[Collected data entries]
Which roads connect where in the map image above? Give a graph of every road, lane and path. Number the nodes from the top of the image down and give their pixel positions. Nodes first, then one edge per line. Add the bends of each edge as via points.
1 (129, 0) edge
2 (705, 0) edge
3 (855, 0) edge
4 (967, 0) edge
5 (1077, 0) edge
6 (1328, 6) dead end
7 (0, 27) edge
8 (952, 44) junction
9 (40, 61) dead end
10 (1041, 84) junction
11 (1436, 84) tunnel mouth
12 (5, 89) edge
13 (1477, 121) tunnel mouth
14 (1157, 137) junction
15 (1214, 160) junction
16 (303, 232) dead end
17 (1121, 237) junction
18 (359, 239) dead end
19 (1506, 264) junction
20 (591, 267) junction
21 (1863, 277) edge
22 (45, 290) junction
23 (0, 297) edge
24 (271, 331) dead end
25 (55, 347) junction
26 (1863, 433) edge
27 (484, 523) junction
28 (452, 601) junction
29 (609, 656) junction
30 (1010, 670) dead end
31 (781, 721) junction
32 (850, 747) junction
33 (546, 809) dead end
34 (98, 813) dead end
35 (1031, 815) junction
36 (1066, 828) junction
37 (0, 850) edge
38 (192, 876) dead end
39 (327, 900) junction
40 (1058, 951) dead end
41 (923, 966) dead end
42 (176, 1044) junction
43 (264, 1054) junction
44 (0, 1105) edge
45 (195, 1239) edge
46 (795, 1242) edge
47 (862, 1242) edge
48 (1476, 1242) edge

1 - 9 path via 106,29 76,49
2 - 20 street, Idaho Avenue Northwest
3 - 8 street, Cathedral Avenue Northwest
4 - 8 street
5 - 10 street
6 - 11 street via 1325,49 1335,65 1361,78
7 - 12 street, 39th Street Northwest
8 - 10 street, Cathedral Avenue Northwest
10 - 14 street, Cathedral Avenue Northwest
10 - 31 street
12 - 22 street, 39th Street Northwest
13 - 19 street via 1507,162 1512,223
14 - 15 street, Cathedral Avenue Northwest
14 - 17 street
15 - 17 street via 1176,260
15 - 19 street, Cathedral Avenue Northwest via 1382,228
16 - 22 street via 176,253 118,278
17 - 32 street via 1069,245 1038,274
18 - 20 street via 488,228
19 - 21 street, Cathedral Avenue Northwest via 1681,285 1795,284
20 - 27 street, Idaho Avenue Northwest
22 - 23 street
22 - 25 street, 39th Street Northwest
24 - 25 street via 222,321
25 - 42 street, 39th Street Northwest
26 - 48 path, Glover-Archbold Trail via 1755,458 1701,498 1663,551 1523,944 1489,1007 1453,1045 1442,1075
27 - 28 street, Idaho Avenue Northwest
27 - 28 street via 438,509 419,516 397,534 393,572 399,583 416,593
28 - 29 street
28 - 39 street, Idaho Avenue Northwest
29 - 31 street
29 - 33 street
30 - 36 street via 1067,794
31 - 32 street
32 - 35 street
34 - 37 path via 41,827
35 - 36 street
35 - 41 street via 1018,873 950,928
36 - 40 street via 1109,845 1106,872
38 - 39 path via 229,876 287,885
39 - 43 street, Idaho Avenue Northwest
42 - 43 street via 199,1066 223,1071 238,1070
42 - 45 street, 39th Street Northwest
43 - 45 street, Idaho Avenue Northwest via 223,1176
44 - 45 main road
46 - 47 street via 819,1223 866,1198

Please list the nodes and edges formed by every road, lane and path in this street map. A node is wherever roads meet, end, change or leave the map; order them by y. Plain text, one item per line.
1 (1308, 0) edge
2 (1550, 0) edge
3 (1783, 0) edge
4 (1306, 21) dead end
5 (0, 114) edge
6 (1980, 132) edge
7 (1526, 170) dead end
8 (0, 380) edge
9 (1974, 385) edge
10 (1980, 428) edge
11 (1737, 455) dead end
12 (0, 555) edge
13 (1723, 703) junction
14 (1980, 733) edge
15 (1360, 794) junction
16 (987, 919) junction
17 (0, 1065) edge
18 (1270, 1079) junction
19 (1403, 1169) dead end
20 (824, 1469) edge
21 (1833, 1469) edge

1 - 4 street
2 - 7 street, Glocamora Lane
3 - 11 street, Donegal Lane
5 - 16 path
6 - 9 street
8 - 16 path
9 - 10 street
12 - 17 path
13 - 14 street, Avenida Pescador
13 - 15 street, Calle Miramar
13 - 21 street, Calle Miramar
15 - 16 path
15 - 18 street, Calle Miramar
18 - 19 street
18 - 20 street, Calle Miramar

* **TASK DESCRIPTION**:
Reproduce every entry above without a single alteration.

* **WRITTEN ANSWER**:
Which roads connect where in the map image above? Give a graph of every road, lane and path. Number the nodes from the top of the image down and give their pixel positions. Nodes first, then one edge per line. Add the bends of each edge as via points.
1 (129, 0) edge
2 (705, 0) edge
3 (855, 0) edge
4 (967, 0) edge
5 (1077, 0) edge
6 (1328, 6) dead end
7 (0, 27) edge
8 (952, 44) junction
9 (40, 61) dead end
10 (1041, 84) junction
11 (1436, 84) tunnel mouth
12 (5, 89) edge
13 (1477, 121) tunnel mouth
14 (1157, 137) junction
15 (1214, 160) junction
16 (303, 232) dead end
17 (1121, 237) junction
18 (359, 239) dead end
19 (1506, 264) junction
20 (591, 267) junction
21 (1863, 277) edge
22 (45, 290) junction
23 (0, 297) edge
24 (271, 331) dead end
25 (55, 347) junction
26 (1863, 433) edge
27 (484, 523) junction
28 (452, 601) junction
29 (609, 656) junction
30 (1010, 670) dead end
31 (781, 721) junction
32 (850, 747) junction
33 (546, 809) dead end
34 (98, 813) dead end
35 (1031, 815) junction
36 (1066, 828) junction
37 (0, 850) edge
38 (192, 876) dead end
39 (327, 900) junction
40 (1058, 951) dead end
41 (923, 966) dead end
42 (176, 1044) junction
43 (264, 1054) junction
44 (0, 1105) edge
45 (195, 1239) edge
46 (795, 1242) edge
47 (862, 1242) edge
48 (1476, 1242) edge

1 - 9 path via 106,29 76,49
2 - 20 street, Idaho Avenue Northwest
3 - 8 street, Cathedral Avenue Northwest
4 - 8 street
5 - 10 street
6 - 11 street via 1325,49 1335,65 1361,78
7 - 12 street, 39th Street Northwest
8 - 10 street, Cathedral Avenue Northwest
10 - 14 street, Cathedral Avenue Northwest
10 - 31 street
12 - 22 street, 39th Street Northwest
13 - 19 street via 1507,162 1512,223
14 - 15 street, Cathedral Avenue Northwest
14 - 17 street
15 - 17 street via 1176,260
15 - 19 street, Cathedral Avenue Northwest via 1382,228
16 - 22 street via 176,253 118,278
17 - 32 street via 1069,245 1038,274
18 - 20 street via 488,228
19 - 21 street, Cathedral Avenue Northwest via 1681,285 1795,284
20 - 27 street, Idaho Avenue Northwest
22 - 23 street
22 - 25 street, 39th Street Northwest
24 - 25 street via 222,321
25 - 42 street, 39th Street Northwest
26 - 48 path, Glover-Archbold Trail via 1755,458 1701,498 1663,551 1523,944 1489,1007 1453,1045 1442,1075
27 - 28 street, Idaho Avenue Northwest
27 - 28 street via 438,509 419,516 397,534 393,572 399,583 416,593
28 - 29 street
28 - 39 street, Idaho Avenue Northwest
29 - 31 street
29 - 33 street
30 - 36 street via 1067,794
31 - 32 street
32 - 35 street
34 - 37 path via 41,827
35 - 36 street
35 - 41 street via 1018,873 950,928
36 - 40 street via 1109,845 1106,872
38 - 39 path via 229,876 287,885
39 - 43 street, Idaho Avenue Northwest
42 - 43 street via 199,1066 223,1071 238,1070
42 - 45 street, 39th Street Northwest
43 - 45 street, Idaho Avenue Northwest via 223,1176
44 - 45 main road
46 - 47 street via 819,1223 866,1198

Please list the nodes and edges formed by every road, lane and path in this street map. A node is wherever roads meet, end, change or leave the map; order them by y. Plain text, one item per line.
1 (1308, 0) edge
2 (1550, 0) edge
3 (1783, 0) edge
4 (1306, 21) dead end
5 (0, 114) edge
6 (1980, 132) edge
7 (1526, 170) dead end
8 (0, 380) edge
9 (1974, 385) edge
10 (1980, 428) edge
11 (1737, 455) dead end
12 (0, 555) edge
13 (1723, 703) junction
14 (1980, 733) edge
15 (1360, 794) junction
16 (987, 919) junction
17 (0, 1065) edge
18 (1270, 1079) junction
19 (1403, 1169) dead end
20 (824, 1469) edge
21 (1833, 1469) edge

1 - 4 street
2 - 7 street, Glocamora Lane
3 - 11 street, Donegal Lane
5 - 16 path
6 - 9 street
8 - 16 path
9 - 10 street
12 - 17 path
13 - 14 street, Avenida Pescador
13 - 15 street, Calle Miramar
13 - 21 street, Calle Miramar
15 - 16 path
15 - 18 street, Calle Miramar
18 - 19 street
18 - 20 street, Calle Miramar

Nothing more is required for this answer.